The sun is shining, and the air is dry and bracing. If you wave your hands in front of your face, you can pull the summer into your lungs and feel its peace and serenity. Just what an accomplished man needs.

And peaceful it is. There is no history here. No weight. No echoes or whispers of tragedy on the breeze. It is odd, really. Because, for Kadri, when he leaves Oslo itself and meets colleagues in other towns to talk politics, play cards, buy and sell drugs and the usual, he can feel the expanse of Scandinavia — the big sky, the vastness of the land — reveal itself. It is as though the lonely cannot fill that much space. It taunts them, spreads them too thinly.

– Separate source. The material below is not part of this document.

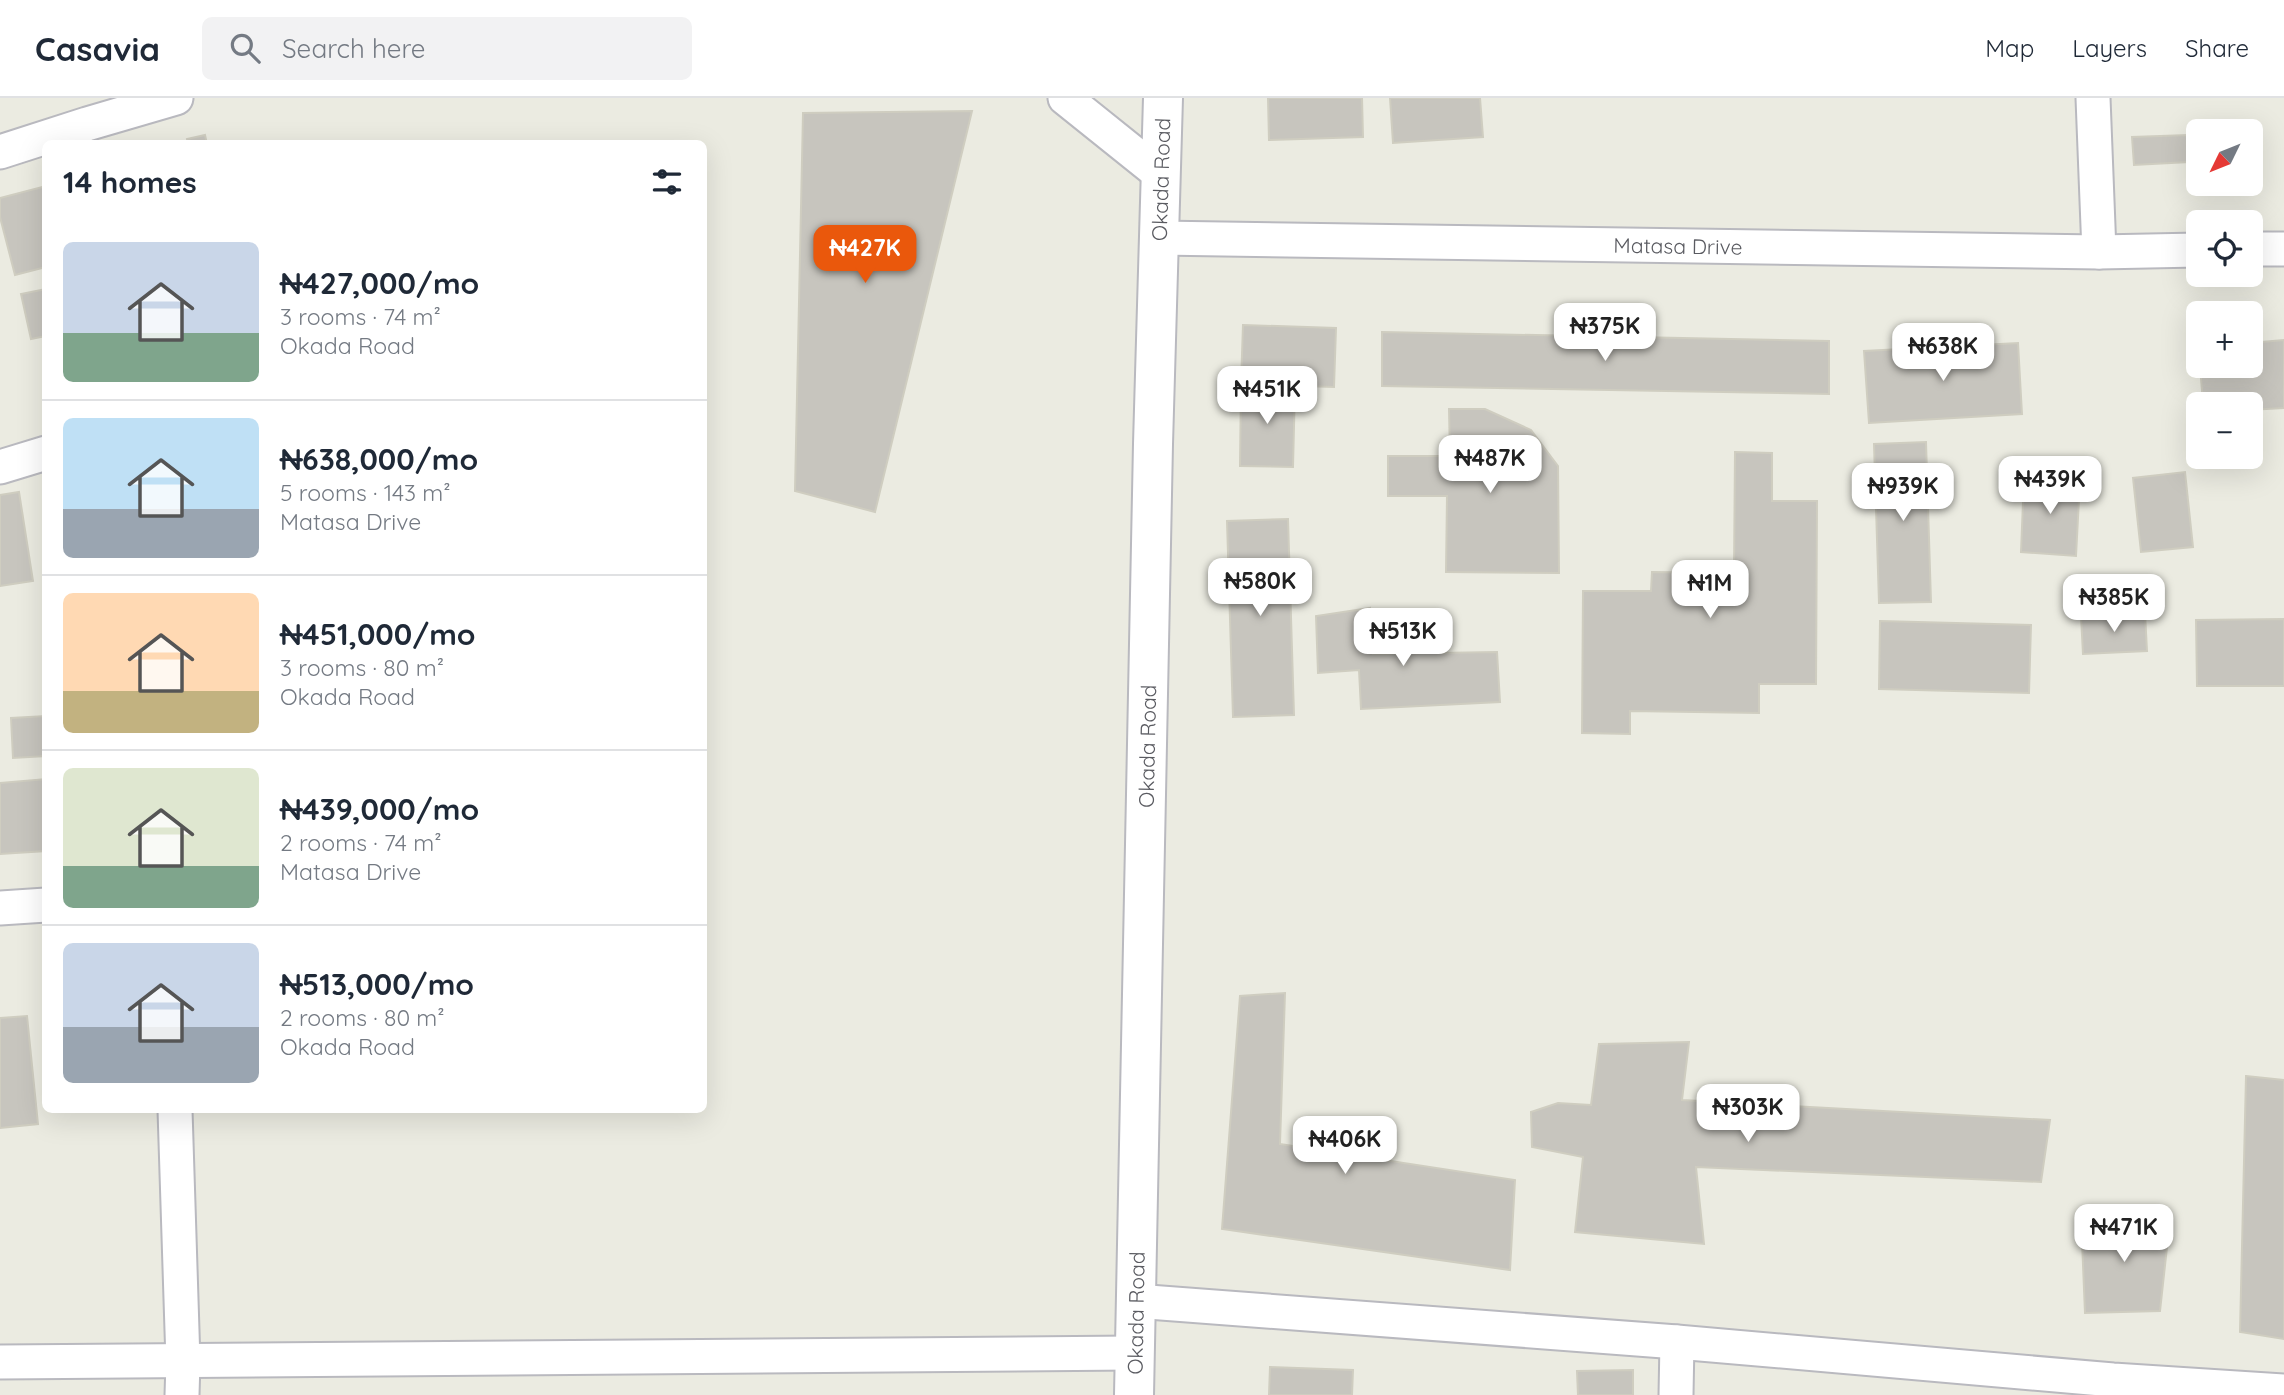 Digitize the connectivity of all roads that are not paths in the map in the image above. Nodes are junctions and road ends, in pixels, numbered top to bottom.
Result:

They should sing, like they do in the Balkans. And dance. Something in them, here, prevents them from expressing the few words that could free them, connect them, rejoin them to each other and the heavens. They should live life. And laugh at death.

But they don't. Their Lutheran cloaks smother them and take their voices away.

Whatever is causing it, though, it is not history. There is no history here to speak of. Some old boats and a wooden church — that's not history. This is the part of Europe without a history. No Romans. No Christians. No Crusades. No religious wars. Only old gods and trolls and blondes wearing fur. Really, what's to be depressed about?